### WHAT YOU WILL DO
The required output is all lines below that contain the word "北九州市主要地方道徳力葛原線".

### MATERIAL FOR THIS EXERCISE

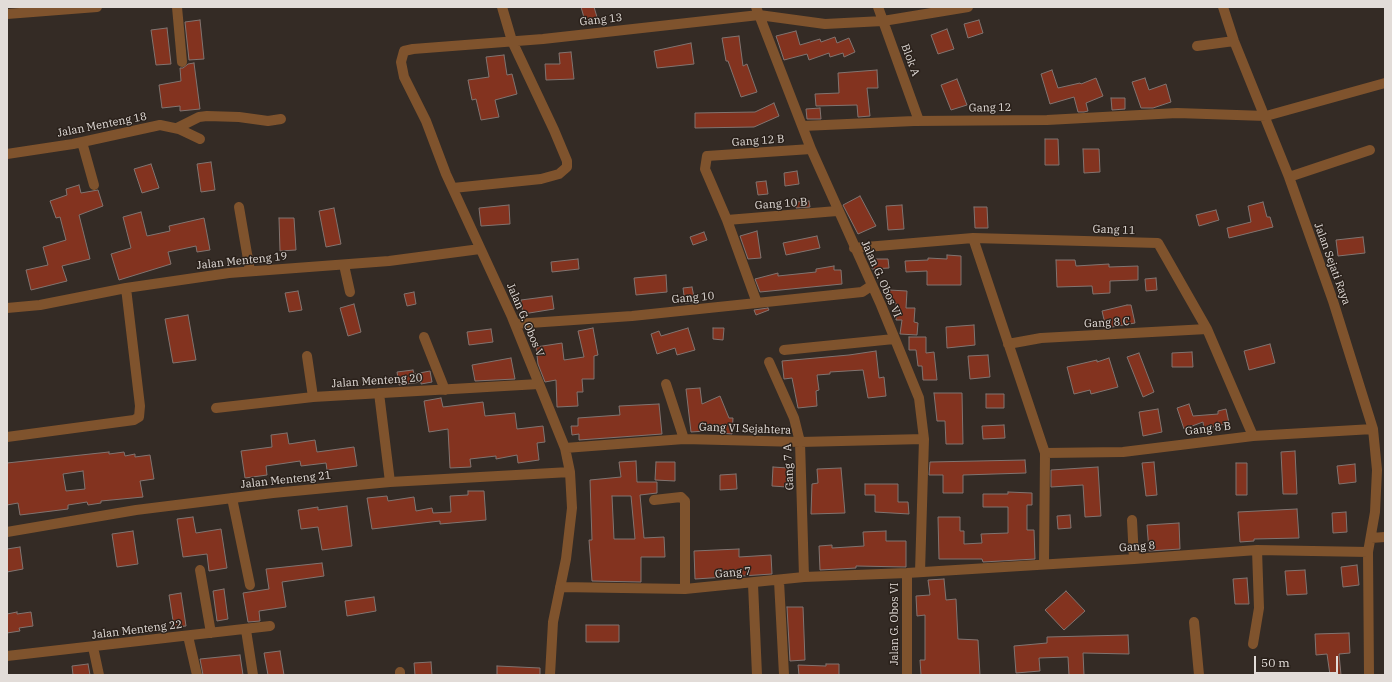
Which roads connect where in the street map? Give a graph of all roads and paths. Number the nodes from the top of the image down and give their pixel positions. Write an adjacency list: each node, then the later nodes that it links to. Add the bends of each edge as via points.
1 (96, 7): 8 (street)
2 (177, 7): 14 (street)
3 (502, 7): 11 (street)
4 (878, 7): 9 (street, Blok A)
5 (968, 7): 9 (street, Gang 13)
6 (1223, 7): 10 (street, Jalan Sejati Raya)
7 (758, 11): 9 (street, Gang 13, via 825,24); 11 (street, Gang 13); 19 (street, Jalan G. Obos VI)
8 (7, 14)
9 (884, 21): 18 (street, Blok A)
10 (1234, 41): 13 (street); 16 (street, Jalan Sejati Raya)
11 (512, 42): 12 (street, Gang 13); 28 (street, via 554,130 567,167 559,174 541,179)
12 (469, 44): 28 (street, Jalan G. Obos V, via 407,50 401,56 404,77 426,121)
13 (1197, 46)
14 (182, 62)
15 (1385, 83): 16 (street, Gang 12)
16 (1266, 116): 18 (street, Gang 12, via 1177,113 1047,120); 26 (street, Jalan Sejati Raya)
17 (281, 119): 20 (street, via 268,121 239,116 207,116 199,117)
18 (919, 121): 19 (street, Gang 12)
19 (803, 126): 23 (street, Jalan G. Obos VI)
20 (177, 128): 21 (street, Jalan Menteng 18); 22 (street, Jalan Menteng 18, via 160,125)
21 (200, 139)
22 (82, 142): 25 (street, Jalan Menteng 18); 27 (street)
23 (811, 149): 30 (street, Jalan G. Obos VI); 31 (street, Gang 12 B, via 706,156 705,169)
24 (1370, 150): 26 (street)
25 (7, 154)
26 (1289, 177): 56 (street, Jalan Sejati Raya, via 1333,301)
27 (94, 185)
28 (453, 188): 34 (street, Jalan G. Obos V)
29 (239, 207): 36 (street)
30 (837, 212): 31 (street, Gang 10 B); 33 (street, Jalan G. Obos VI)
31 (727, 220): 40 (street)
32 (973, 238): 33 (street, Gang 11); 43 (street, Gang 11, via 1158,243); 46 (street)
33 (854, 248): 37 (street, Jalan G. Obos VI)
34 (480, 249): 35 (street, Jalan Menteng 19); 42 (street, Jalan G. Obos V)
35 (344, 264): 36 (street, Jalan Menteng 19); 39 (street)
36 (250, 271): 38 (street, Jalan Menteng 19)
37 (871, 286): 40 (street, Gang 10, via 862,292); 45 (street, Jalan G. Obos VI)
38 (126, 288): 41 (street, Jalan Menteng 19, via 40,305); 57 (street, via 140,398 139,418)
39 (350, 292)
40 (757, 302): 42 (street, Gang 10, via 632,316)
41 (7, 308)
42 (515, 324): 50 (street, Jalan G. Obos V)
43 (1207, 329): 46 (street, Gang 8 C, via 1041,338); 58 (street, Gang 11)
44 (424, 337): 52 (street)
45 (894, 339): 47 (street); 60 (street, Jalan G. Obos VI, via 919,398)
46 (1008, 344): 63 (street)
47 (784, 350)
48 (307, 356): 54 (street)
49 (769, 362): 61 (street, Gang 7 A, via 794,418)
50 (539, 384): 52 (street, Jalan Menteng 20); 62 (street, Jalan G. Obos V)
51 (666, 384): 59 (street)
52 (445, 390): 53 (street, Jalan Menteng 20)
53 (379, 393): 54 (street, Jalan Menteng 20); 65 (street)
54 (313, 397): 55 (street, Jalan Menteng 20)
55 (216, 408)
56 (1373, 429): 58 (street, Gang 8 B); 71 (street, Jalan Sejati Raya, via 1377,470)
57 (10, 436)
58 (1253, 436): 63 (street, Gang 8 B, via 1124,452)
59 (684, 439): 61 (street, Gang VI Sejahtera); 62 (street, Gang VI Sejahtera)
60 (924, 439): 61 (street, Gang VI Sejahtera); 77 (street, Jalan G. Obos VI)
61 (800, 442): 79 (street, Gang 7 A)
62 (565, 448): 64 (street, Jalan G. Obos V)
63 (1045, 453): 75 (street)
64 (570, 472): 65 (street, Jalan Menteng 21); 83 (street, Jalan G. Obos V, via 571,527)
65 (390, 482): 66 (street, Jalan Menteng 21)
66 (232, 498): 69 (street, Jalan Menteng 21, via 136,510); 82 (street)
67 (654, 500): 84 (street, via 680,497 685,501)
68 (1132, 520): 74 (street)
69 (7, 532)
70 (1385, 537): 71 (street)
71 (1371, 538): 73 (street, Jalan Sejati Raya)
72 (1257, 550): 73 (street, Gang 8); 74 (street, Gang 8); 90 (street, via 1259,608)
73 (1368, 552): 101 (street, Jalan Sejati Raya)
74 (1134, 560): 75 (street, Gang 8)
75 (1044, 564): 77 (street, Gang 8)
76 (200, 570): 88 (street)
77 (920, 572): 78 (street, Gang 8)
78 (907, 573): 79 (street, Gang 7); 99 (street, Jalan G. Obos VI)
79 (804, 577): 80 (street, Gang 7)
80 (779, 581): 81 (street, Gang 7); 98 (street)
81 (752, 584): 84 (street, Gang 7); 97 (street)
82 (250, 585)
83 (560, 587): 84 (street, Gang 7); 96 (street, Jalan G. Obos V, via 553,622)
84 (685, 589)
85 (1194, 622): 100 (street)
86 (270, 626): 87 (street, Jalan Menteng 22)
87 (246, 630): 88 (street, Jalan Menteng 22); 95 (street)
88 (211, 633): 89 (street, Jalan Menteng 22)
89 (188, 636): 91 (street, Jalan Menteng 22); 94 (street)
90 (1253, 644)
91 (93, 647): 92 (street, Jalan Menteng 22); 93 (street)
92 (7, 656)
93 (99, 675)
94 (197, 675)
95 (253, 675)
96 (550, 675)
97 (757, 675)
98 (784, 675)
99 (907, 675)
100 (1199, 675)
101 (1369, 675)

--

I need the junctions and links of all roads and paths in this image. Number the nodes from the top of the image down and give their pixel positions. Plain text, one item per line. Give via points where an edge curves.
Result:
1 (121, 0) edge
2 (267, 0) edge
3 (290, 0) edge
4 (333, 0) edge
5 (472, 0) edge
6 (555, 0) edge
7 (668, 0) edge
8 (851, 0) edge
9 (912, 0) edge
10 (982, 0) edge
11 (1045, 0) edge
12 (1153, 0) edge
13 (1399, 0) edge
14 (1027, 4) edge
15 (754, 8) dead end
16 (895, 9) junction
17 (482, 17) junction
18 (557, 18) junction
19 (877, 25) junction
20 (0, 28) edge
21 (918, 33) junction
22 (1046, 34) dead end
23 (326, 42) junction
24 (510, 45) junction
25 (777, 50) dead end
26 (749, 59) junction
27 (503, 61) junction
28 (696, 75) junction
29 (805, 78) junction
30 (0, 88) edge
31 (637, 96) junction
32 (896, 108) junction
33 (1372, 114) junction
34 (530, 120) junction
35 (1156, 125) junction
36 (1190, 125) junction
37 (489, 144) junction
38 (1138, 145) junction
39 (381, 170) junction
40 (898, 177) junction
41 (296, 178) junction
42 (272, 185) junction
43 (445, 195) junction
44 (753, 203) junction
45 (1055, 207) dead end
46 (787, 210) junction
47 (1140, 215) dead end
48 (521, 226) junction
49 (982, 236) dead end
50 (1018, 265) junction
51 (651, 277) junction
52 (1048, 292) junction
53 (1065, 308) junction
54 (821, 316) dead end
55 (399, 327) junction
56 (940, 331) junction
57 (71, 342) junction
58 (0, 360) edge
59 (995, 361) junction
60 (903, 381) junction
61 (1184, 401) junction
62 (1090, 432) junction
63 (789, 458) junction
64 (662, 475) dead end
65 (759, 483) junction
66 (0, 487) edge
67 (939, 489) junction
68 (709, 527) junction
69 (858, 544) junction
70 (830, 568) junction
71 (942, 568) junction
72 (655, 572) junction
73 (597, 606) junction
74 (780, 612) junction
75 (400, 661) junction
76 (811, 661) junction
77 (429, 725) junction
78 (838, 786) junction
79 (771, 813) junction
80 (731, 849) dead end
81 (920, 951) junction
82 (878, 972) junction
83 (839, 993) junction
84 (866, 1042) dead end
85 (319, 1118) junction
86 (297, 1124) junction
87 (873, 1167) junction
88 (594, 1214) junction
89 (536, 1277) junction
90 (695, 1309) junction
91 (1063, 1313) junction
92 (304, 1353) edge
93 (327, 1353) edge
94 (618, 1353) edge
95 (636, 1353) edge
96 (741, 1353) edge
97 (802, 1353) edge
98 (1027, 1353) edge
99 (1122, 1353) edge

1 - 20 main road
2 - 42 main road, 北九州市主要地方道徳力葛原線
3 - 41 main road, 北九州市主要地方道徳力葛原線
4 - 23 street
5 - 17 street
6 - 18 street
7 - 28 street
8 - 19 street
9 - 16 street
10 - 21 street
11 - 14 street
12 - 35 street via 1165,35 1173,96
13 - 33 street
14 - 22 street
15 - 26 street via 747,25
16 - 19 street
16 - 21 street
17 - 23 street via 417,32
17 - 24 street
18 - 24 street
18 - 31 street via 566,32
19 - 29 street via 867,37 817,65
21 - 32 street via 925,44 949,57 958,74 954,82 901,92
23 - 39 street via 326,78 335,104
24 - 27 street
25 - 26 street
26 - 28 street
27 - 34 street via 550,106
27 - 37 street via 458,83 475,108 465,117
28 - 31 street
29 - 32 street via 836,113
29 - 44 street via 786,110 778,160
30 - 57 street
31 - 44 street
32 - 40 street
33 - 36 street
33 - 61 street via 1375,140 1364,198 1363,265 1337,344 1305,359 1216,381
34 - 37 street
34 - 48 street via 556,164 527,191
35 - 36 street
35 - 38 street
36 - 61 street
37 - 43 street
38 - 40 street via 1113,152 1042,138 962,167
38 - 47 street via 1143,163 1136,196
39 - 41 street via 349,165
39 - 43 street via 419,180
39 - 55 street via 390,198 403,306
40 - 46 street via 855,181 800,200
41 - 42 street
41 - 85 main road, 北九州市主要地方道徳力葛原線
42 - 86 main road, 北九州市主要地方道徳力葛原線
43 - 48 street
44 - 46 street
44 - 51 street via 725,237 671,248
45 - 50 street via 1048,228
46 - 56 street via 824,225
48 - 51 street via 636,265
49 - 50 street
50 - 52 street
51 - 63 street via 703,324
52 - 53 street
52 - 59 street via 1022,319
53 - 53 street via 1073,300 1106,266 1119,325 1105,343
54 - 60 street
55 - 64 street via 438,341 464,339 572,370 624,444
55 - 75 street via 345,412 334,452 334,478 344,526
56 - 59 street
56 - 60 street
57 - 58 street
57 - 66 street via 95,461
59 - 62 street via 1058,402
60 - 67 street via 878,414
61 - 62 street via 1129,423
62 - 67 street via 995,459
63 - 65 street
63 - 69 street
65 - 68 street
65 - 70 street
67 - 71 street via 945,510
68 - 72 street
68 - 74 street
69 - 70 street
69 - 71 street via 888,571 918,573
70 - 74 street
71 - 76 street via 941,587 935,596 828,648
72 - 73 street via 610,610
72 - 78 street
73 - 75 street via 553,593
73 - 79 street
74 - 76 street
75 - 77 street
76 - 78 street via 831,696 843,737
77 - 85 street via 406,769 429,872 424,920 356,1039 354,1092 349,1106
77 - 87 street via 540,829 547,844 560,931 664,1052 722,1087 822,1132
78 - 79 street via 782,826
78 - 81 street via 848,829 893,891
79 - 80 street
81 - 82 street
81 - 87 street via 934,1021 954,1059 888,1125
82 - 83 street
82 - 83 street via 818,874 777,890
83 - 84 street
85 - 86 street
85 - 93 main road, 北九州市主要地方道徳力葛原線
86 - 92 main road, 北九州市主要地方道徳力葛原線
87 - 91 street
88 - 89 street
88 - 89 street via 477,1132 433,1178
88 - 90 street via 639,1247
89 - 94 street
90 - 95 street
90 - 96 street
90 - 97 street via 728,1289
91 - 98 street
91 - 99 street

### ANSWER SPACE
2 - 42 main road, 北九州市主要地方道徳力葛原線
3 - 41 main road, 北九州市主要地方道徳力葛原線
41 - 85 main road, 北九州市主要地方道徳力葛原線
42 - 86 main road, 北九州市主要地方道徳力葛原線
85 - 93 main road, 北九州市主要地方道徳力葛原線
86 - 92 main road, 北九州市主要地方道徳力葛原線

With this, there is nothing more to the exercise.